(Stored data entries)
★ ★ ★
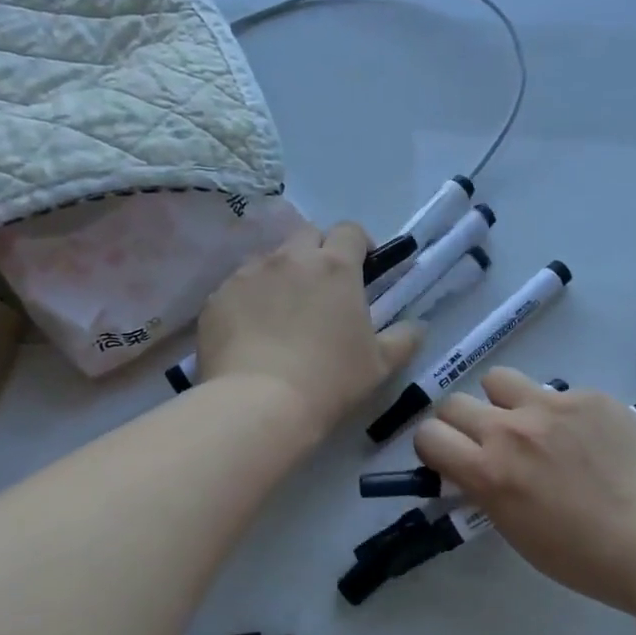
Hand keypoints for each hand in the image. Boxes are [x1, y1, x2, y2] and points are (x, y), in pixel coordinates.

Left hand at [196, 222, 421, 440]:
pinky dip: (251, 299)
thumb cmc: (330, 381)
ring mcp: (248, 274)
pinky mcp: (218, 296)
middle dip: (319, 252)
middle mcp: (290, 258)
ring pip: (270, 259)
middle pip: (307, 235)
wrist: (259, 404)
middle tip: (324, 289)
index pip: (350, 231)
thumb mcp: (381, 364)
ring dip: (283, 274)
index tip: (364, 267)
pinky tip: (253, 332)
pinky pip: (238, 286)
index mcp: (335, 266)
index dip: (359, 245)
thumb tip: (417, 325)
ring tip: (285, 313)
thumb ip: (405, 338)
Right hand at [412, 367, 635, 613]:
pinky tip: (590, 438)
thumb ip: (488, 490)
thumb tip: (478, 469)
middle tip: (488, 443)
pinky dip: (560, 412)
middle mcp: (512, 429)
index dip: (433, 447)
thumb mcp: (518, 531)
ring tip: (532, 426)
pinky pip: (557, 392)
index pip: (428, 435)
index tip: (450, 459)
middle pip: (454, 402)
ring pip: (500, 380)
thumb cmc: (586, 557)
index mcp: (489, 471)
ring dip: (503, 402)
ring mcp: (553, 405)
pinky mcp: (590, 395)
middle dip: (461, 423)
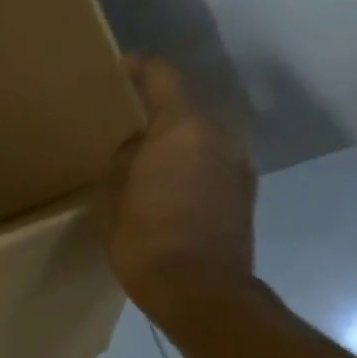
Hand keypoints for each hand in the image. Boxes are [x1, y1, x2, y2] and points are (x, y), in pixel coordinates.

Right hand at [96, 56, 258, 328]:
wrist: (200, 290)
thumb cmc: (145, 238)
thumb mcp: (113, 194)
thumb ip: (123, 158)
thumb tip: (135, 147)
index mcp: (182, 128)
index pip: (163, 77)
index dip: (138, 68)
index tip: (115, 69)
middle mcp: (218, 136)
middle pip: (185, 104)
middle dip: (154, 107)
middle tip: (120, 119)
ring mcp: (237, 163)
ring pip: (200, 134)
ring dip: (173, 136)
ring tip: (141, 152)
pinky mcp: (243, 191)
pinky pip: (210, 159)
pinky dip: (188, 159)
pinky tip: (164, 181)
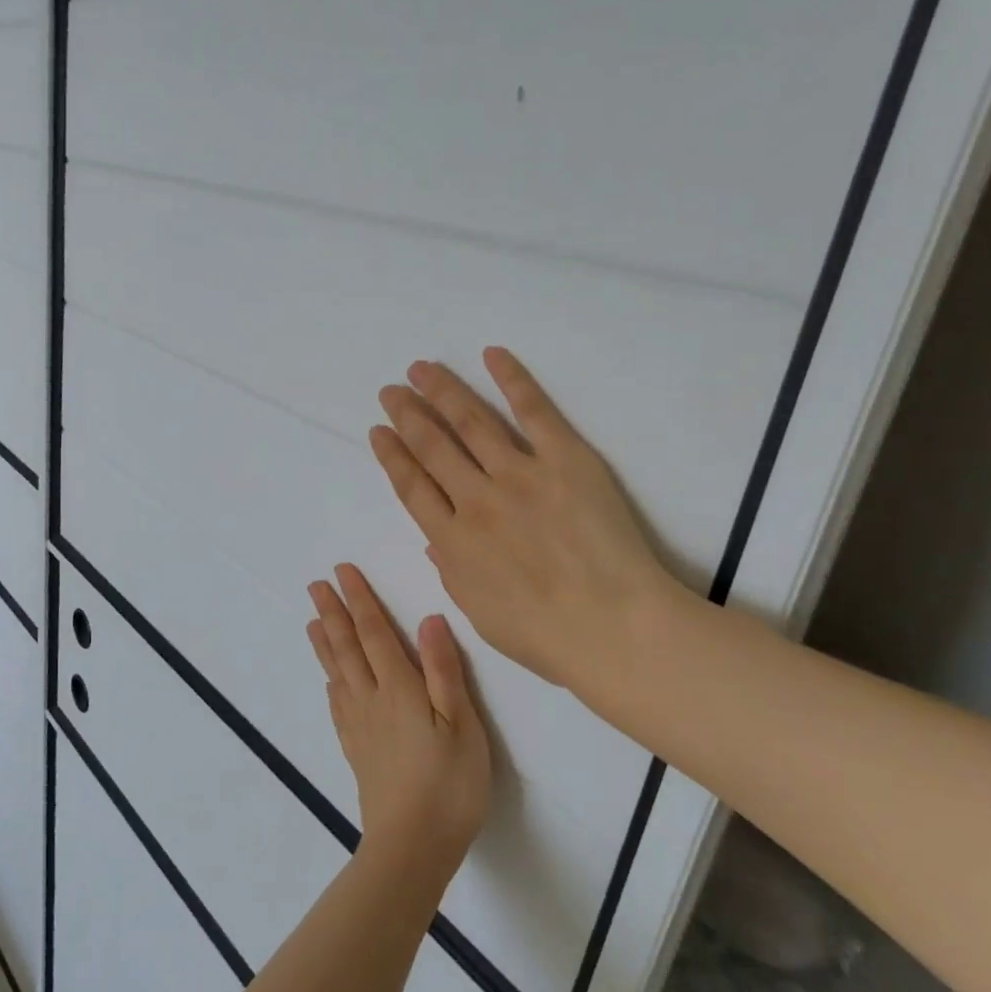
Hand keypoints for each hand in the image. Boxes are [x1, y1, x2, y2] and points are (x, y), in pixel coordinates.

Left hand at [306, 564, 490, 887]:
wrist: (413, 846)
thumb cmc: (449, 784)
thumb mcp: (462, 724)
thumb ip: (444, 671)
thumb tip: (428, 620)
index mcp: (399, 689)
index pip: (374, 633)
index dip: (359, 601)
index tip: (342, 573)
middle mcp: (372, 700)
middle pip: (347, 648)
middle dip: (333, 613)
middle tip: (315, 585)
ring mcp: (360, 728)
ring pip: (337, 674)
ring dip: (325, 643)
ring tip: (311, 621)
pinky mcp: (357, 752)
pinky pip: (337, 706)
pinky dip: (330, 684)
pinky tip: (330, 682)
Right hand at [369, 347, 689, 700]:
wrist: (611, 626)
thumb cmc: (544, 636)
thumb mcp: (479, 613)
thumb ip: (452, 571)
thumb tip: (435, 540)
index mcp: (453, 542)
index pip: (412, 487)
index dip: (392, 455)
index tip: (378, 431)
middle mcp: (476, 500)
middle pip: (433, 447)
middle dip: (408, 415)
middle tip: (391, 390)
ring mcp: (519, 475)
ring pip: (471, 423)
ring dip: (443, 392)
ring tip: (422, 369)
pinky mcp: (564, 459)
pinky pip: (533, 412)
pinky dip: (511, 380)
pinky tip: (491, 355)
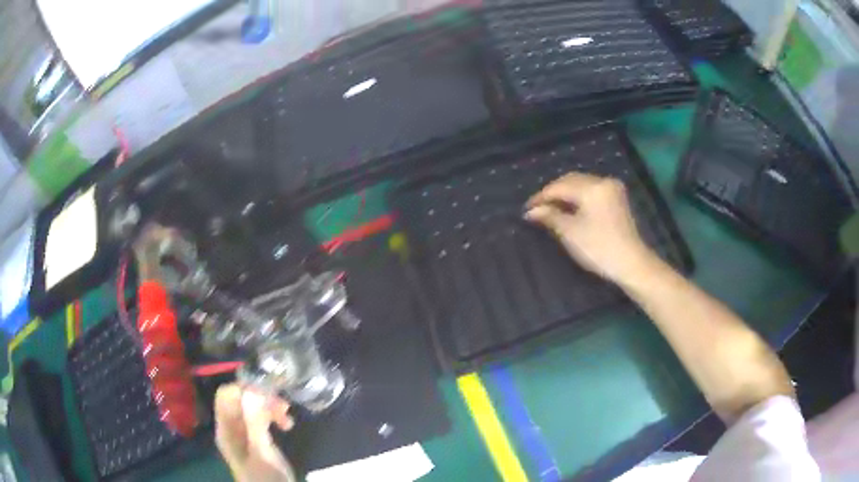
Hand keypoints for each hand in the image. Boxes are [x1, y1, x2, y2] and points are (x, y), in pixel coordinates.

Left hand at [215, 384, 295, 481]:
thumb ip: (255, 422)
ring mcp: (242, 433)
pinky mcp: (255, 438)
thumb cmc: (266, 477)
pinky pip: (259, 418)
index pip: (226, 395)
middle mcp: (230, 427)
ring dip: (269, 407)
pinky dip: (272, 416)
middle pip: (239, 399)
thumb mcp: (262, 451)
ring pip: (251, 407)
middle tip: (284, 407)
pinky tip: (286, 424)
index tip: (270, 395)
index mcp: (225, 429)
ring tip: (288, 418)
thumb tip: (253, 390)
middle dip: (261, 398)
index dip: (245, 389)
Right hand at [525, 173, 654, 282]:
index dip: (541, 197)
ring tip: (550, 208)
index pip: (560, 186)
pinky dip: (578, 197)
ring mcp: (613, 188)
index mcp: (592, 187)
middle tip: (537, 208)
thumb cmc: (599, 248)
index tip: (527, 209)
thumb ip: (550, 216)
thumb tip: (531, 211)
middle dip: (553, 192)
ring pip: (582, 184)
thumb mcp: (570, 232)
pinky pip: (592, 190)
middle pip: (572, 180)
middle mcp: (603, 181)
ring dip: (565, 194)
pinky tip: (570, 208)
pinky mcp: (617, 198)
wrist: (631, 264)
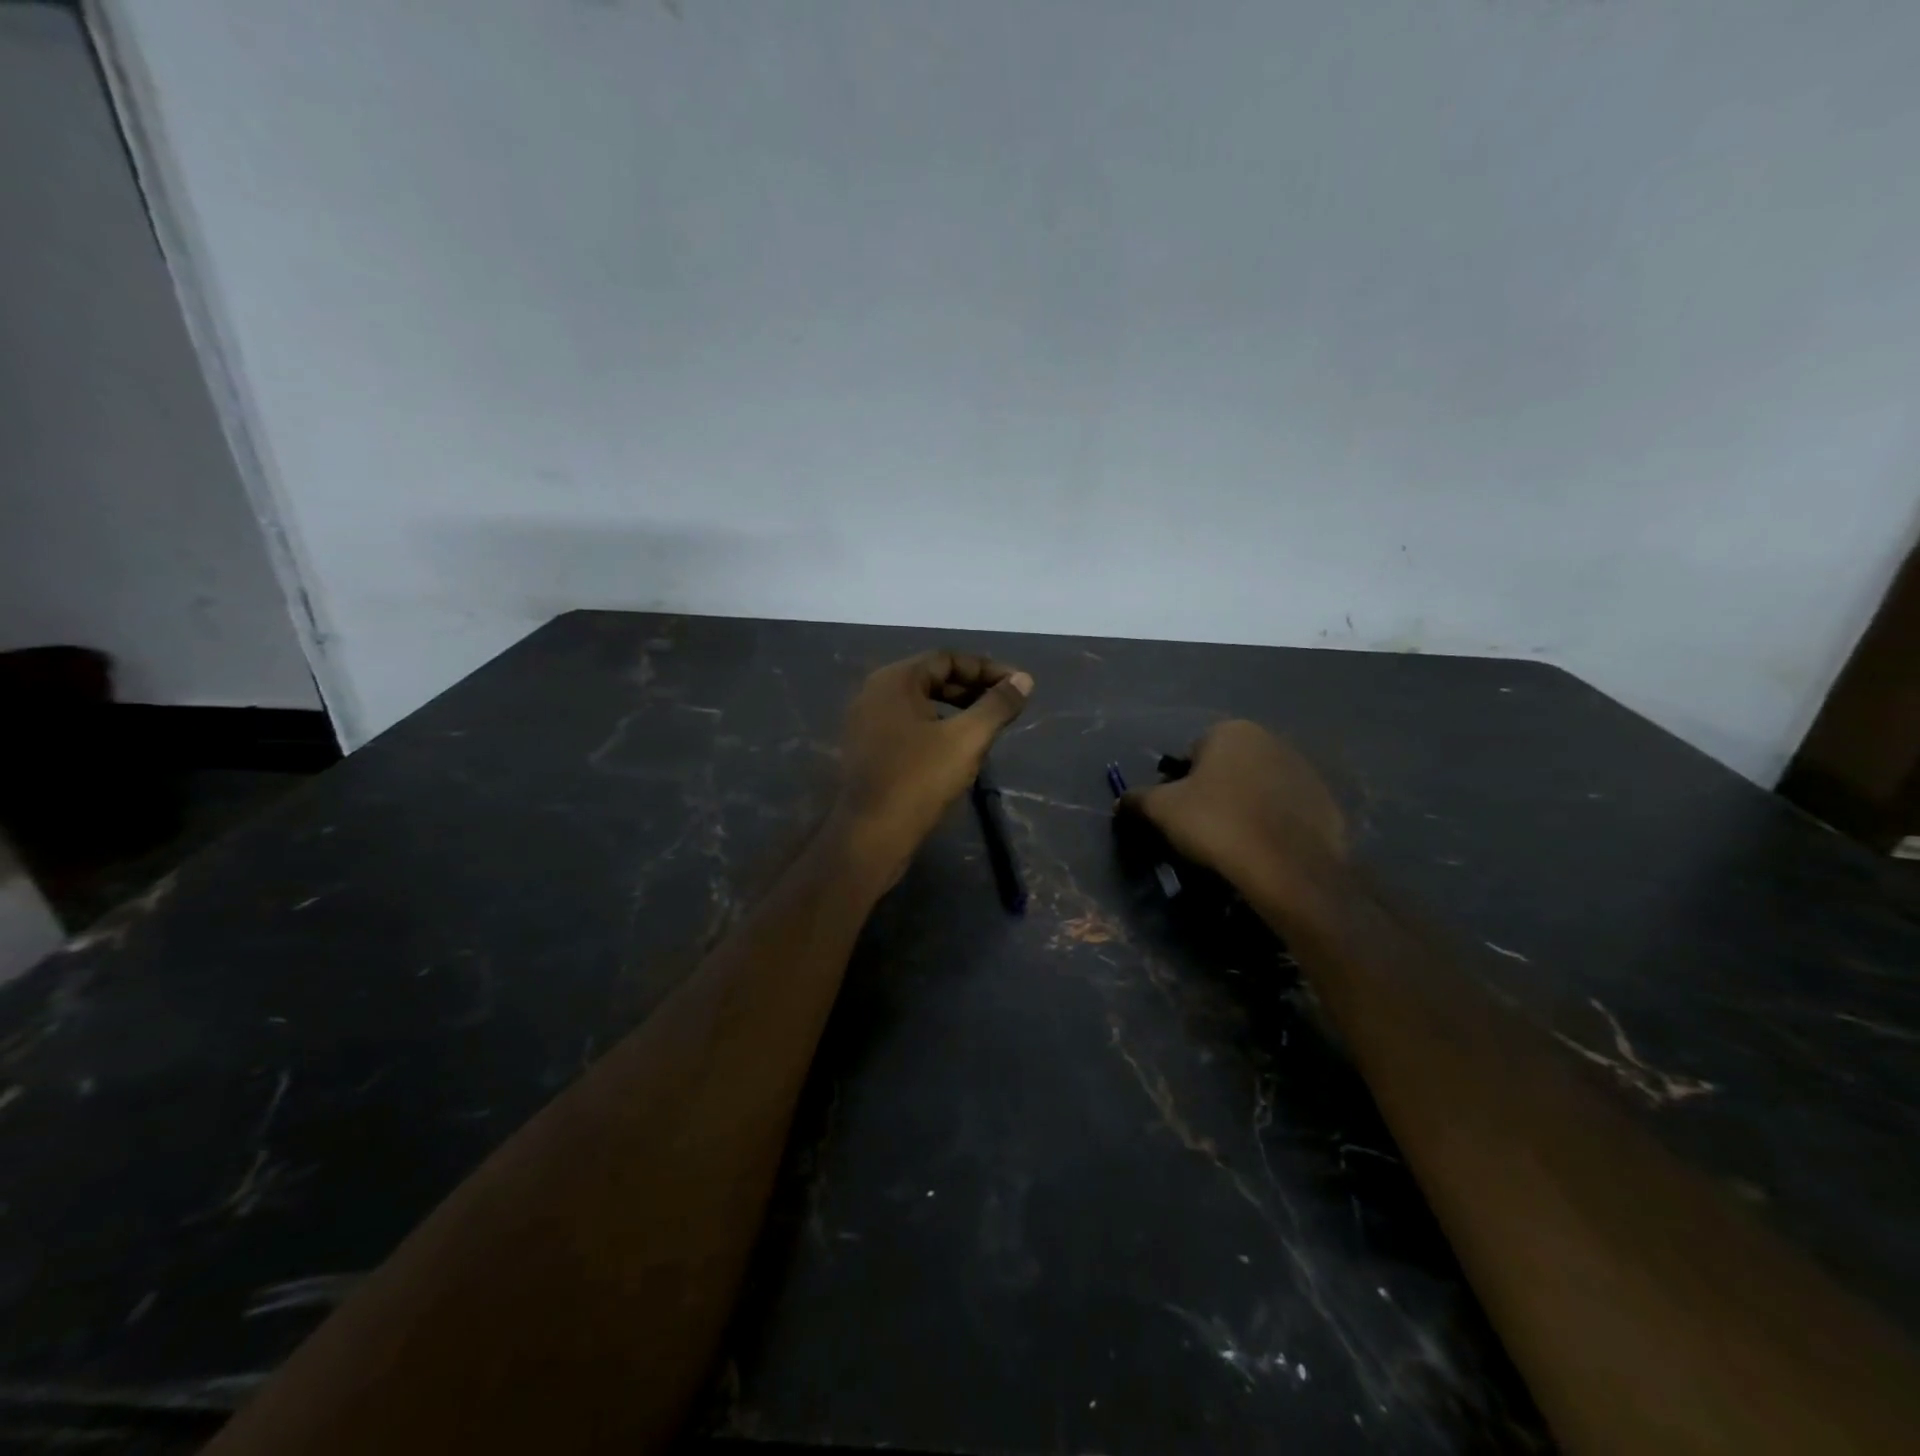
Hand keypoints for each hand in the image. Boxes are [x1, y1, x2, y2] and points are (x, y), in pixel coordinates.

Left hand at [835, 651, 1033, 887]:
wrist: (870, 835)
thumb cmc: (919, 780)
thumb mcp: (967, 739)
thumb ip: (997, 705)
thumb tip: (1024, 679)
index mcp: (895, 680)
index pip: (947, 659)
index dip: (986, 669)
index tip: (1017, 686)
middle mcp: (875, 692)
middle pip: (932, 678)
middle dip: (972, 688)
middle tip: (1005, 706)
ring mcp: (866, 721)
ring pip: (920, 703)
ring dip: (956, 709)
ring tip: (986, 727)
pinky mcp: (867, 748)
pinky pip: (907, 725)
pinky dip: (936, 727)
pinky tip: (956, 749)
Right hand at [1122, 720, 1345, 884]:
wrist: (1289, 867)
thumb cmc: (1217, 824)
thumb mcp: (1161, 810)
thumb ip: (1137, 799)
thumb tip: (1123, 800)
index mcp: (1231, 730)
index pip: (1191, 753)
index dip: (1179, 784)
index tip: (1179, 814)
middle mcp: (1270, 739)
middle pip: (1226, 767)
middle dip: (1213, 791)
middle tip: (1203, 828)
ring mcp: (1303, 769)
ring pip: (1257, 786)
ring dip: (1243, 805)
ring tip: (1234, 841)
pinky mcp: (1325, 801)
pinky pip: (1284, 810)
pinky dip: (1272, 823)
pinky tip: (1263, 848)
★ ★ ★
INSTRUCTIONS TO FOLLOW:
Once the line with "pinky tip: (491, 355)" is found above, print it and every line after it through the line with "thumb ip: (550, 216)", exactly. Pictures stay out.

EXERCISE ANSWER:
pinky tip: (491, 355)
Hand keypoints for each hand in the image. Boxes are [x1, y1, x2, y2] and points are (x, y), in pixel coordinates.

Left hand at [215, 384, 295, 481]:
thumb ip: (255, 422)
ring mcp: (242, 433)
pinky mcp: (255, 438)
thumb cmc: (266, 477)
pinky pip: (259, 418)
index pip: (226, 395)
middle mcp: (230, 427)
ring dip: (269, 407)
pinky dip: (272, 416)
middle pip: (239, 399)
thumb mcp: (262, 451)
ring pip: (251, 407)
middle tip: (284, 407)
pinky tip: (286, 424)
index tip: (270, 395)
index mcp: (225, 429)
ring tip: (288, 418)
thumb tip: (253, 390)
middle dip: (261, 398)
index dip: (245, 389)
Right hand at [525, 173, 654, 282]:
index dip: (541, 197)
ring tip: (550, 208)
index pip: (560, 186)
pinky dip: (578, 197)
ring mcp: (613, 188)
index mcp: (592, 187)
middle tip: (537, 208)
thumb cmc: (599, 248)
index tip: (527, 209)
thumb ip: (550, 216)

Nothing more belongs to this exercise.